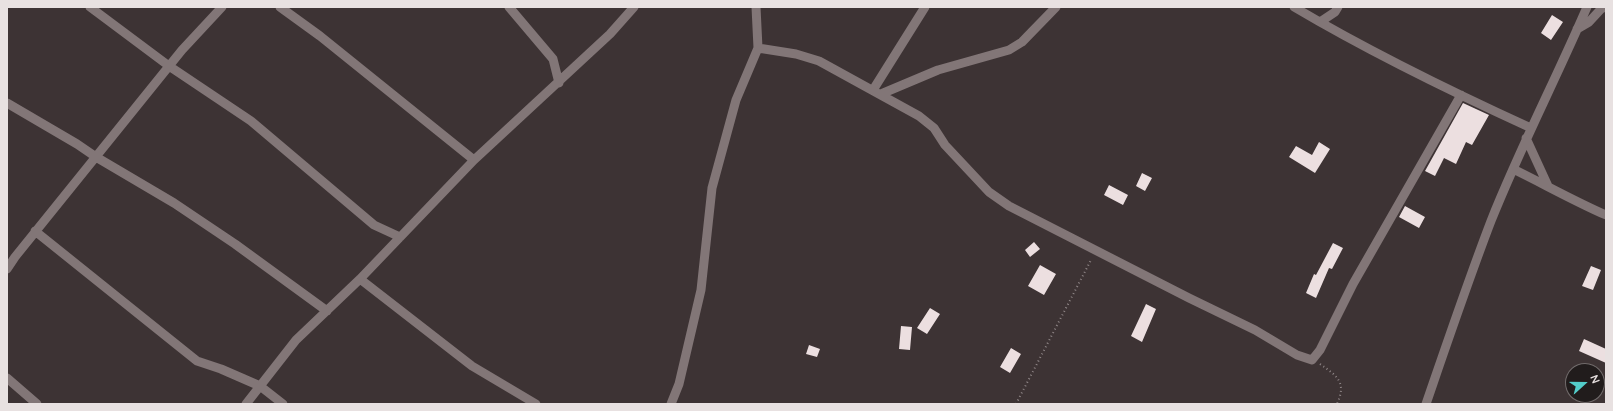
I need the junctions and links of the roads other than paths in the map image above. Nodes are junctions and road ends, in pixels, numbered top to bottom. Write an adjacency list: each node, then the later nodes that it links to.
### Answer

---

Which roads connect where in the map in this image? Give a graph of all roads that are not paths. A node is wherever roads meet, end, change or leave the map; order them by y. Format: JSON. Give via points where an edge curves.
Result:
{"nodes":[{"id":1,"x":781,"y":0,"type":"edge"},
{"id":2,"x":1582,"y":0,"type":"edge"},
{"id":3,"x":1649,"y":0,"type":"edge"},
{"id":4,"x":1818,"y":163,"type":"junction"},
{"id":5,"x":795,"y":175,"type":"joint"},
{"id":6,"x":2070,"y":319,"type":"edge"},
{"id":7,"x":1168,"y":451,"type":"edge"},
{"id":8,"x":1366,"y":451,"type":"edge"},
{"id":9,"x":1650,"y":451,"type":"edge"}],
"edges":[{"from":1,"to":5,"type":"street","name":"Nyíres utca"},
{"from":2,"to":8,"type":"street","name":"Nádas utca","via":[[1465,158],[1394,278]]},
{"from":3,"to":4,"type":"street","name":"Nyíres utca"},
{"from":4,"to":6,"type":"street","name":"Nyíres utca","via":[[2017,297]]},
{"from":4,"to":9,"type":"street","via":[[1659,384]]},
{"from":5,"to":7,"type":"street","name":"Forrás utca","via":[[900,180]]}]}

**Aim of the exercise**
From the entries above, select each line containing the string "roads".

**Your response**
I need the junctions and links of the roads other than paths in the map image above. Nodes are junctions and road ends, in pixels, numbered top to bottom. Write an adjacency list: each node, then the later nodes that it links to.
Which roads connect where in the map in this image? Give a graph of all roads that are not paths. A node is wherever roads meet, end, change or leave the map; order them by y. Format: JSON. Give via points where an edge curves.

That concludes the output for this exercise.